With images removed, transcribe each record exactly as it appears.

######

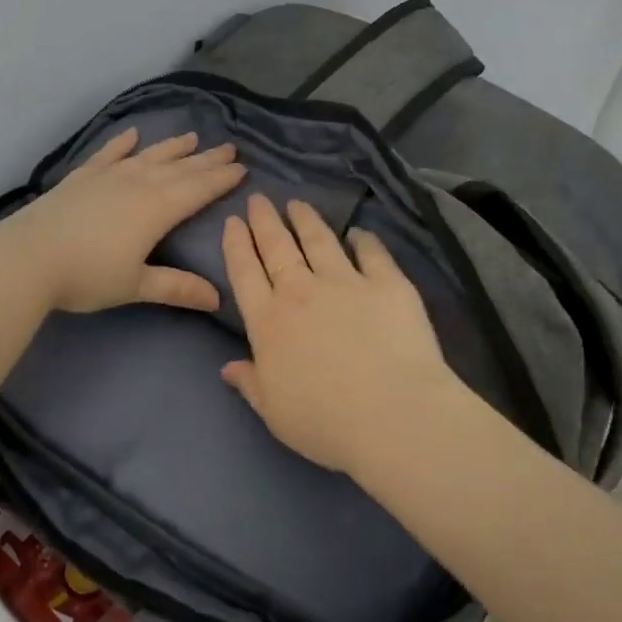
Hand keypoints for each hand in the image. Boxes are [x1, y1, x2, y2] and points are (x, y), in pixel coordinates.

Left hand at [0, 128, 244, 313]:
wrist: (27, 258)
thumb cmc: (87, 275)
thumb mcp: (135, 285)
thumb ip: (176, 287)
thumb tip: (217, 298)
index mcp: (157, 209)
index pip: (198, 189)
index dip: (221, 179)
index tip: (242, 167)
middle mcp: (137, 184)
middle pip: (179, 168)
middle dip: (206, 159)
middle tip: (229, 148)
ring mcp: (108, 176)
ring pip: (148, 156)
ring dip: (172, 147)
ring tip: (192, 137)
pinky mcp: (81, 177)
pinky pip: (108, 154)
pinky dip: (122, 144)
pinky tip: (132, 135)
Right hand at [220, 194, 464, 476]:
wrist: (394, 416)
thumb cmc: (325, 423)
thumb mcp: (274, 412)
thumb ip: (250, 384)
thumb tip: (228, 366)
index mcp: (269, 323)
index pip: (245, 273)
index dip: (237, 244)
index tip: (233, 221)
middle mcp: (301, 293)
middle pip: (278, 247)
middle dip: (265, 221)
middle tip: (259, 198)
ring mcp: (346, 283)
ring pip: (320, 241)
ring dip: (306, 220)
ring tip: (298, 204)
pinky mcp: (388, 284)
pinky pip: (372, 253)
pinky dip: (363, 240)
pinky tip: (359, 233)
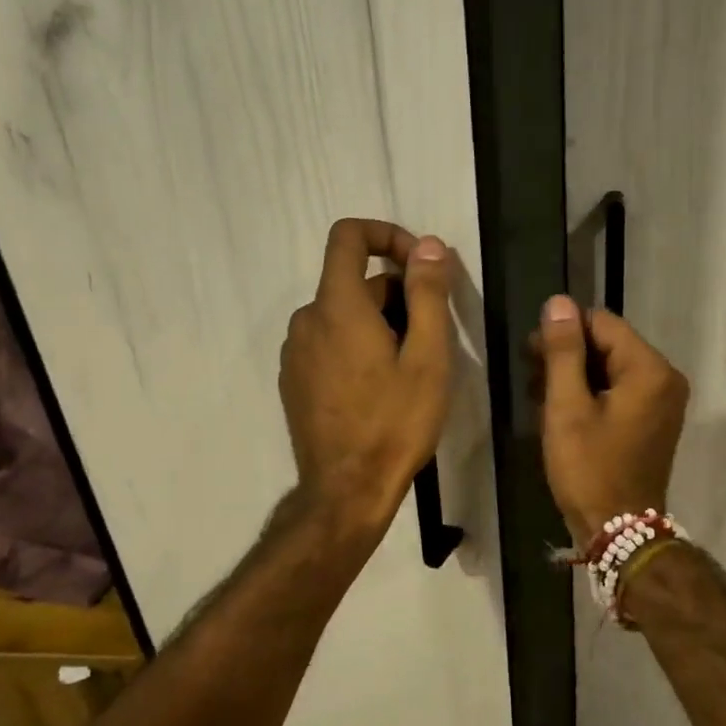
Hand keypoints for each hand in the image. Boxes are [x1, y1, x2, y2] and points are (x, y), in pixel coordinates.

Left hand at [280, 219, 453, 542]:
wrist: (346, 490)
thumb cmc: (395, 423)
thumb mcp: (428, 358)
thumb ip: (428, 294)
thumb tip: (428, 245)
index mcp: (337, 306)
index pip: (348, 236)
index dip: (387, 235)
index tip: (419, 264)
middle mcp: (307, 320)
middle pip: (352, 281)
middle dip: (396, 293)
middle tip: (431, 336)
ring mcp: (295, 352)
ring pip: (342, 315)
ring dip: (378, 323)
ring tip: (409, 367)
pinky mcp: (294, 380)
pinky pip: (328, 342)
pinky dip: (355, 346)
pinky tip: (379, 388)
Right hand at [532, 295, 688, 546]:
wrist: (619, 530)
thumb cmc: (589, 468)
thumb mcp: (568, 407)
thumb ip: (563, 351)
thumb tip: (558, 302)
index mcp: (649, 370)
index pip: (602, 323)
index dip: (563, 332)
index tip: (530, 353)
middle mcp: (664, 378)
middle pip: (609, 344)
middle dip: (568, 355)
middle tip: (530, 376)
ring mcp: (663, 400)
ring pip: (611, 367)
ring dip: (575, 376)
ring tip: (539, 396)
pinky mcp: (654, 419)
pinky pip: (619, 390)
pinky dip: (591, 394)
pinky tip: (561, 409)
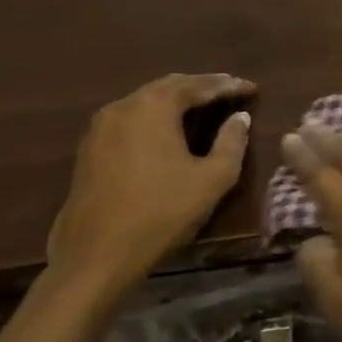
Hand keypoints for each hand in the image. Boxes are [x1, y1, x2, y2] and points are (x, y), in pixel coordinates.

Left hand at [46, 73, 255, 303]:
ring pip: (146, 101)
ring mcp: (100, 127)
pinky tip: (169, 129)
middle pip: (169, 86)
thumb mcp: (213, 178)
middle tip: (229, 90)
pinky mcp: (89, 149)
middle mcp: (123, 106)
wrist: (97, 256)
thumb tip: (239, 117)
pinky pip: (130, 119)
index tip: (252, 88)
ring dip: (176, 100)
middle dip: (201, 87)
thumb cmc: (162, 212)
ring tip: (203, 106)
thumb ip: (232, 141)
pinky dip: (155, 116)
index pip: (199, 86)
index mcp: (154, 106)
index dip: (228, 85)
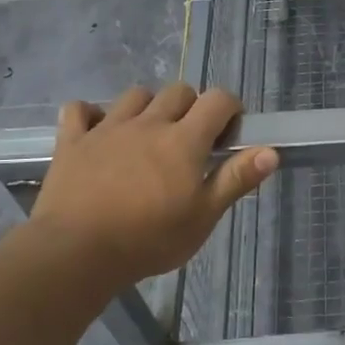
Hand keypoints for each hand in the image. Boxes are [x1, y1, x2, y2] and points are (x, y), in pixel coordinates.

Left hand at [21, 83, 278, 287]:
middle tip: (190, 140)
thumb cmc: (148, 240)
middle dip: (191, 107)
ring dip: (148, 107)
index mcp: (184, 140)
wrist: (75, 253)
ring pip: (135, 95)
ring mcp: (107, 129)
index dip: (230, 108)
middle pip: (178, 91)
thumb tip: (271, 151)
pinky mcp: (72, 141)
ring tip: (148, 136)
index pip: (217, 100)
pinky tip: (97, 132)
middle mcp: (149, 123)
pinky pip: (80, 110)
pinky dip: (91, 115)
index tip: (228, 134)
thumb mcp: (203, 217)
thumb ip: (236, 179)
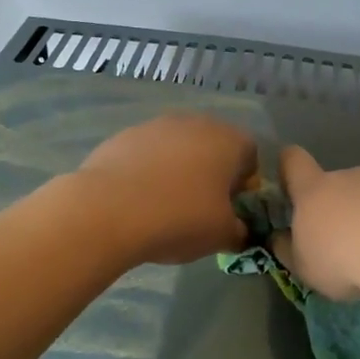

######

_Written reply_.
Hand keypoints for each hand in the image. Boxes are [x1, y1, x2, y2] and points are (x, y), in pixel coordinates.

Left hand at [0, 128, 244, 313]:
wrist: (27, 258)
thumb cmc: (87, 275)
thumb mcp: (135, 285)
thumb ip: (176, 287)
thumb tip: (217, 298)
index mcp: (157, 209)
index pip: (198, 189)
index dip: (221, 179)
index tip: (242, 167)
middle mcp: (137, 184)
middle pip: (179, 168)
middle dip: (206, 159)
middle tip: (229, 148)
ring mcp: (108, 176)
ring pip: (148, 156)
ring dip: (172, 147)
ring tip: (192, 137)
pinky mcp: (81, 177)
pinky pip: (108, 154)
pinky dip: (122, 144)
pinky tip: (132, 135)
Right hand at [220, 194, 464, 476]:
wrist: (394, 416)
thumb cmc: (325, 423)
thumb mcp: (274, 412)
thumb ip: (250, 384)
thumb tip: (228, 366)
index mcp: (269, 323)
index pip: (245, 273)
index dip: (237, 244)
index tip: (233, 221)
middle mcp: (301, 293)
middle pip: (278, 247)
middle dip: (265, 221)
middle tip: (259, 198)
ring mcp: (346, 283)
ring pip: (320, 241)
ring dip: (306, 220)
ring tip: (298, 204)
pinky mcp: (388, 284)
pinky pip: (372, 253)
pinky dip: (363, 240)
pinky tip: (359, 233)
Hand keypoints for each hand in the image. Boxes are [x1, y1, x2, y2] and points are (x, y), in pixel coordinates.

Left hand at [280, 219, 453, 542]:
wrist: (346, 490)
thumb cmc: (395, 423)
thumb mcp: (428, 358)
thumb ip: (428, 294)
thumb tip: (428, 245)
index mcp: (337, 306)
index pip: (348, 236)
index dip: (387, 235)
index tip: (419, 264)
middle mcp: (307, 320)
middle pip: (352, 281)
middle dip: (396, 293)
middle tip: (431, 336)
ring mcp: (295, 352)
ring pip: (342, 315)
ring dip: (378, 323)
ring tip: (409, 367)
pinky mcp: (294, 380)
pinky pip: (328, 342)
pinky dip: (355, 346)
pinky tip: (379, 388)
Right hand at [532, 295, 688, 546]:
wrist: (619, 530)
thumb cmc: (589, 468)
thumb mcp: (568, 407)
thumb ip: (563, 351)
thumb tip: (558, 302)
index mcp: (649, 370)
index pip: (602, 323)
index dip: (563, 332)
index tip: (530, 353)
middle mcp: (664, 378)
middle pip: (609, 344)
middle dip: (568, 355)
middle tip: (530, 376)
ring mcp: (663, 400)
ring pip: (611, 367)
ring dip: (575, 376)
ring tip: (539, 396)
pinky mcp: (654, 419)
pinky pip: (619, 390)
pinky dip: (591, 394)
pinky tip: (561, 409)
Hand keypoints for each hand in the image. Boxes are [x1, y1, x2, y2] and points are (x, y), in pixel coordinates.

Left hand at [46, 73, 255, 303]:
ring pip: (146, 101)
ring mcp: (100, 127)
pinky tip: (169, 129)
middle pip: (169, 86)
thumb mcp: (213, 178)
middle tip: (229, 90)
pinky mcp: (89, 149)
middle mcp: (123, 106)
wrist: (97, 256)
thumb tip: (239, 117)
pinky pip: (130, 119)
index tip: (252, 88)
ring dip: (176, 100)
middle dip: (201, 87)
thumb cmc: (162, 212)
ring tip: (203, 106)
thumb ip: (232, 141)
pinky dip: (155, 116)
index pip: (199, 86)
index mcp: (154, 106)
index dip: (228, 85)
Hand keypoints for each hand in the image. Boxes are [x1, y1, x2, y2] and points are (x, y), in pixel coordinates.

Left hand at [21, 83, 278, 287]:
middle tip: (190, 140)
thumb cmc: (148, 240)
middle dip: (191, 107)
ring dip: (148, 107)
index mcp: (184, 140)
wrist: (75, 253)
ring pip: (135, 95)
ring mcp: (107, 129)
index dip: (230, 108)
middle pip: (178, 91)
thumb tip: (271, 151)
pinky mcp: (72, 141)
ring tip: (148, 136)
index pip: (217, 100)
pinky tip: (97, 132)
middle mcp: (149, 123)
pinky pip: (80, 110)
pinky dip: (91, 115)
index tip: (228, 134)
thumb mcp: (203, 217)
thumb ip: (236, 179)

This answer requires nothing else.